How could couple who went on run with four-year-old be allowed to foster any child?

By Claire Ellicott
Last updated at 10:30 AM on 4th September 2010

A foster mother who went on the run with a four-year-old boy she hoped to adopt was being questioned by police yesterday.

Officers arrested Marcia Langton, 46, after finding her and the child at the end of a two-day hunt.

They are still looking for her 40-year-old husband Darren, who is awaiting trial for an alleged attack on a neighbour.

Last night questions were being asked as to why the boy, who cannot be identified for legal reasons, had been placed with an apparently unsuitable couple.

The Langtons were even being considered for suitability to adopt children.

Social workers had been concerned about the boy’s safety and had started court proceedings to return him to their care.

The Langtons vanished with the child hours before they were due to hand him over to the authorities. He had been with them for 16 months.

Mr Langton, a self- employed planning consultant, has not been seen since Sunday, but is believed to be in the Skegness area of Lincolnshire.

Police found his wife and the four-year-old in Doncaster at about 7pm on Thursday.

She was arrested and taken back to Skegness police station to be interviewed by officers.

The boy had been living with the couple at their semi-detached home in Doncaster where neighbours were led to believe they had already adopted the youngster.

The family are thought to have moved on from there to Skegness two months ago.

The couple had been due to hand the boy back to social services officials at Newham Borough Council in east London on Tuesday and police were alerted when they failed to turn up.

A council spokesman said serious concerns had prompted it to take court action to return the child to their care.

The council insists that, according to its own records, the couple had no criminal record when the boy was handed over to their care.

A spokesman said: ‘The child was placed with the couple 16 months ago.
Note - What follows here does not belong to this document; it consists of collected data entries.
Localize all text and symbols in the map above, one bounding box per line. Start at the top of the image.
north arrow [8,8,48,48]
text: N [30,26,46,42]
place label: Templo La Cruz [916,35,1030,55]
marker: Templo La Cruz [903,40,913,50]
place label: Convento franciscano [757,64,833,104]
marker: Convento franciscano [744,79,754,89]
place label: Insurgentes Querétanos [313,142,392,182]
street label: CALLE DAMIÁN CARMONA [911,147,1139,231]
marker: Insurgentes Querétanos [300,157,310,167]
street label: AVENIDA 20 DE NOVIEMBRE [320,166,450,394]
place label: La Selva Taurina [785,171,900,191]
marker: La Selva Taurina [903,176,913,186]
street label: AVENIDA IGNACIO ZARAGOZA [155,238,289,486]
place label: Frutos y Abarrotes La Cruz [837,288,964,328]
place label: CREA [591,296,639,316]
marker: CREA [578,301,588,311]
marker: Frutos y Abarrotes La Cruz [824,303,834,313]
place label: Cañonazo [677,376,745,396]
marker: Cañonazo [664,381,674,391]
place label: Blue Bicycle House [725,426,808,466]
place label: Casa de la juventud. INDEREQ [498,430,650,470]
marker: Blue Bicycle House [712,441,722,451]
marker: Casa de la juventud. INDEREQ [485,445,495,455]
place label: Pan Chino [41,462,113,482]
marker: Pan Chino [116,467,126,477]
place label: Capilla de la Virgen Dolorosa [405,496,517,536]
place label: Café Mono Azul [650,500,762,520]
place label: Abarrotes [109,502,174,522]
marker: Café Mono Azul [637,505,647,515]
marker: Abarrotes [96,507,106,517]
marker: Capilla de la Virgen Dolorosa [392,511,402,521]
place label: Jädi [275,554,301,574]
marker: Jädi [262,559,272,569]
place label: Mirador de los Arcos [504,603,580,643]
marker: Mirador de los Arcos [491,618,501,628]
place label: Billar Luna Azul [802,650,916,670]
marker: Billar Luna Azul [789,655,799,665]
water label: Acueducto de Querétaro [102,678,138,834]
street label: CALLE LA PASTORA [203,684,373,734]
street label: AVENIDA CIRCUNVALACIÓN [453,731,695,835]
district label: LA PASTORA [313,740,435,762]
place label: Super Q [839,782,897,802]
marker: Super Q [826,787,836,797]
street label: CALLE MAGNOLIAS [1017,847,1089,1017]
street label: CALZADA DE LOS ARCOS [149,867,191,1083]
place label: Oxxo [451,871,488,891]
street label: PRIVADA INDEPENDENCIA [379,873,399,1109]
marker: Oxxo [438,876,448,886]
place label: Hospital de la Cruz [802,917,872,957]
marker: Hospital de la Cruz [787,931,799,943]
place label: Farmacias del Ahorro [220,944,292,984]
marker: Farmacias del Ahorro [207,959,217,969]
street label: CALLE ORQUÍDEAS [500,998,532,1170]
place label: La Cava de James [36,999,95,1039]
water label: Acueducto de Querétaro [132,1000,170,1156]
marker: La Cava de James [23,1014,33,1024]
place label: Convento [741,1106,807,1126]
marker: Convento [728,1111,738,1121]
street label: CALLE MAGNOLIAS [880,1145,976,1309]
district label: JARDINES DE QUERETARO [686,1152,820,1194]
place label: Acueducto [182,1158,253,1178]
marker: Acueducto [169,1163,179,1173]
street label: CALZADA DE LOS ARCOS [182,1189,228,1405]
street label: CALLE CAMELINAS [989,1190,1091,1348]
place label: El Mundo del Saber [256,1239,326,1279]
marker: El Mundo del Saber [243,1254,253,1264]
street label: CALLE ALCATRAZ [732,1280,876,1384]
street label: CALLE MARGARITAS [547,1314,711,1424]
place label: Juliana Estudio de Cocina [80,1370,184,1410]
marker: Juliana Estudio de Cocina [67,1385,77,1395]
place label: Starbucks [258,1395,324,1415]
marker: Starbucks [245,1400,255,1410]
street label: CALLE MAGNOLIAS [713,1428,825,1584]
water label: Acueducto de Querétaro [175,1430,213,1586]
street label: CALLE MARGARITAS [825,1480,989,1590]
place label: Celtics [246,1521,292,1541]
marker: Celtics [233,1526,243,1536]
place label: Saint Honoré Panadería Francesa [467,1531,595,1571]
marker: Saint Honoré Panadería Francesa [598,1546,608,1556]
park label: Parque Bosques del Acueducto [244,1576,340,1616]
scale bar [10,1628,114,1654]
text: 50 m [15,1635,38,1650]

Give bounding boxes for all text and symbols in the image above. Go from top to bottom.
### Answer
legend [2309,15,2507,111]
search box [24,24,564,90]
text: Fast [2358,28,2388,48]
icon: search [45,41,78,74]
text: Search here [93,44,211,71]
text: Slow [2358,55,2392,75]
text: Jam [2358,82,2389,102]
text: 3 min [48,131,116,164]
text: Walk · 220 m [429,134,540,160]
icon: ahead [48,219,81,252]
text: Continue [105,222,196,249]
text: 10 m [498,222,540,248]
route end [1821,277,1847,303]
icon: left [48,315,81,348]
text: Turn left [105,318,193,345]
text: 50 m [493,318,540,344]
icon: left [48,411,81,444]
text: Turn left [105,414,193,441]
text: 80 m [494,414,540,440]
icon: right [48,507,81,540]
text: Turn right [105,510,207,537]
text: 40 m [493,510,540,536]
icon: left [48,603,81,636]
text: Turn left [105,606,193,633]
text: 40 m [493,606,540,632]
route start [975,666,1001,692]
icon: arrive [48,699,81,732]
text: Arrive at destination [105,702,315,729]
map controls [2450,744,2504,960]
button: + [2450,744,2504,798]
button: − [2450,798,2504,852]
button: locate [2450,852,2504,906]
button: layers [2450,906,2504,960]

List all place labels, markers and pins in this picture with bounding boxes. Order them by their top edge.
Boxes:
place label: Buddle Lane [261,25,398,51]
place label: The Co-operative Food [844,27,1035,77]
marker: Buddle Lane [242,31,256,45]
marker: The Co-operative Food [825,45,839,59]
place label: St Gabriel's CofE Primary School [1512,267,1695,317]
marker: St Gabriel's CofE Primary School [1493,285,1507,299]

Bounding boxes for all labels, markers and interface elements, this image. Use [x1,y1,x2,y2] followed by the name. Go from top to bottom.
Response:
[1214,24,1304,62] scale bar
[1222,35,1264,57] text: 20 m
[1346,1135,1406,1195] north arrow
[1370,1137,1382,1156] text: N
They were being considered as suitable adopters.

‘In recent weeks, we were made aware of serious concerns which led us to take court action to return him to our care.’

It is unclear why the boy was placed with a family so far from his London home but a source close to the case said sometimes children were moved ‘for very good reason’.

Mr Langton is due before Doncaster Magistrates on September 13 for a committal hearing relating to an alleged assault on Wayne Taylor, 35.

Lib Dem MP John Hemming, who has campaigned for more openness from social services and the family courts when children are taken into care, said he would write to Tim Loughton, the minister for children, to call for an investigation.

Today a spokesman for Newham said the council was delighted the boy had been found.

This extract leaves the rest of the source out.